# TASK STATEMENT:
Only lines containing "roads" are wanted from the data below. Copy those lines.

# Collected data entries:
* * *
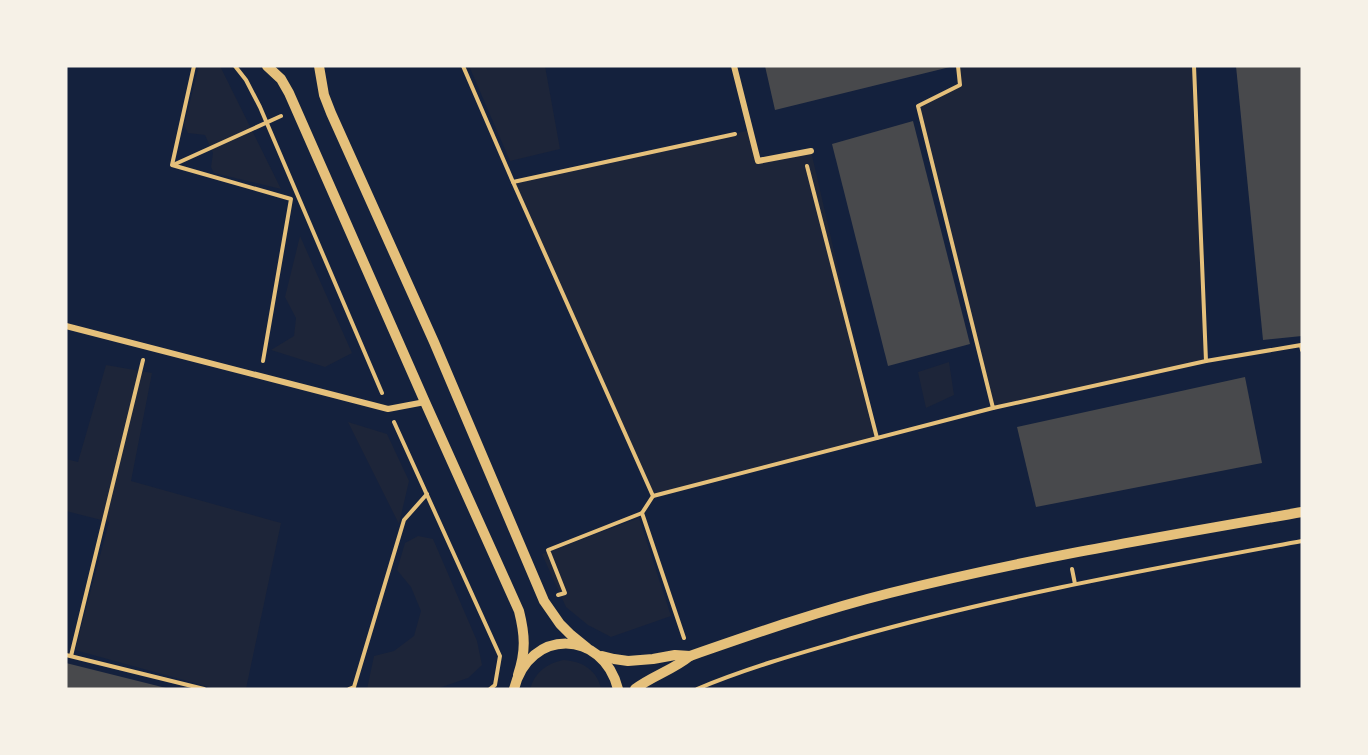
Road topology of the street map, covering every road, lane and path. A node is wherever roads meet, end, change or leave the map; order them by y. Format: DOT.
graph roads {
  1 [pos="194,66"];
  2 [pos="235,66"];
  3 [pos="267,66"];
  4 [pos="319,66"];
  5 [pos="463,66"];
  6 [pos="734,66"];
  7 [pos="958,66"];
  8 [pos="1194,66"];
  9 [pos="296,109"];
  10 [pos="267,122"];
  11 [pos="751,130"];
  12 [pos="812,151"];
  13 [pos="803,153"];
  14 [pos="172,165"];
  15 [pos="513,182"];
  16 [pos="66,326"];
  17 [pos="146,347"];
  18 [pos="1302,350"];
  19 [pos="1206,361"];
  20 [pos="260,376"];
  21 [pos="425,402"];
  22 [pos="993,408"];
  23 [pos="388,409"];
  24 [pos="877,438"];
  25 [pos="427,494"];
  26 [pos="653,496"];
  27 [pos="1302,512"];
  28 [pos="642,513"];
  29 [pos="1302,541"];
  30 [pos="544,601"];
  31 [pos="587,648"];
  32 [pos="599,655"];
  33 [pos="68,656"];
  34 [pos="690,656"];
  35 [pos="518,675"];
  36 [pos="204,689"];
  37 [pos="349,689"];
  38 [pos="490,689"];
  39 [pos="514,689"];
  40 [pos="618,689"];
  41 [pos="635,689"];
  42 [pos="697,689"];
  1 -- 14 [label="path"];
  2 -- 10 [label="path"];
  3 -- 9 [label="street"];
  4 -- 30 [label="street"];
  5 -- 15 [label="path"];
  6 -- 11 [label="street"];
  7 -- 22 [label="path"];
  8 -- 19 [label="path"];
  9 -- 10 [label="path"];
  9 -- 21 [label="street"];
  10 -- 14 [label="path"];
  10 -- 23 [label="path"];
  11 -- 13 [label="street"];
  11 -- 15 [label="path"];
  12 -- 13 [label="street"];
  13 -- 24 [label="path"];
  14 -- 20 [label="path"];
  15 -- 26 [label="path"];
  16 -- 17 [label="street"];
  17 -- 20 [label="street"];
  17 -- 33 [label="path"];
  18 -- 19 [label="path"];
  19 -- 22 [label="path"];
  20 -- 23 [label="street"];
  21 -- 23 [label="street"];
  21 -- 35 [label="street"];
  22 -- 24 [label="path"];
  23 -- 25 [label="path"];
  24 -- 26 [label="path"];
  25 -- 37 [label="path"];
  25 -- 38 [label="path"];
  26 -- 28 [label="path"];
  27 -- 34 [label="street"];
  28 -- 30 [label="path"];
  28 -- 34 [label="path"];
  29 -- 42 [label="path"];
  30 -- 31 [label="street"];
  31 -- 32 [label="street"];
  31 -- 35 [label="street"];
  32 -- 34 [label="street"];
  32 -- 40 [label="street"];
  33 -- 36 [label="path"];
  34 -- 41 [label="street"];
  35 -- 39 [label="street"];
}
* * *
# EXERCISE RESPONSE:
Road topology of the street map, covering every road, lane and path. A node is wherever roads meet, end, change or leave the map; order them by y. Format: DOT.
graph roads {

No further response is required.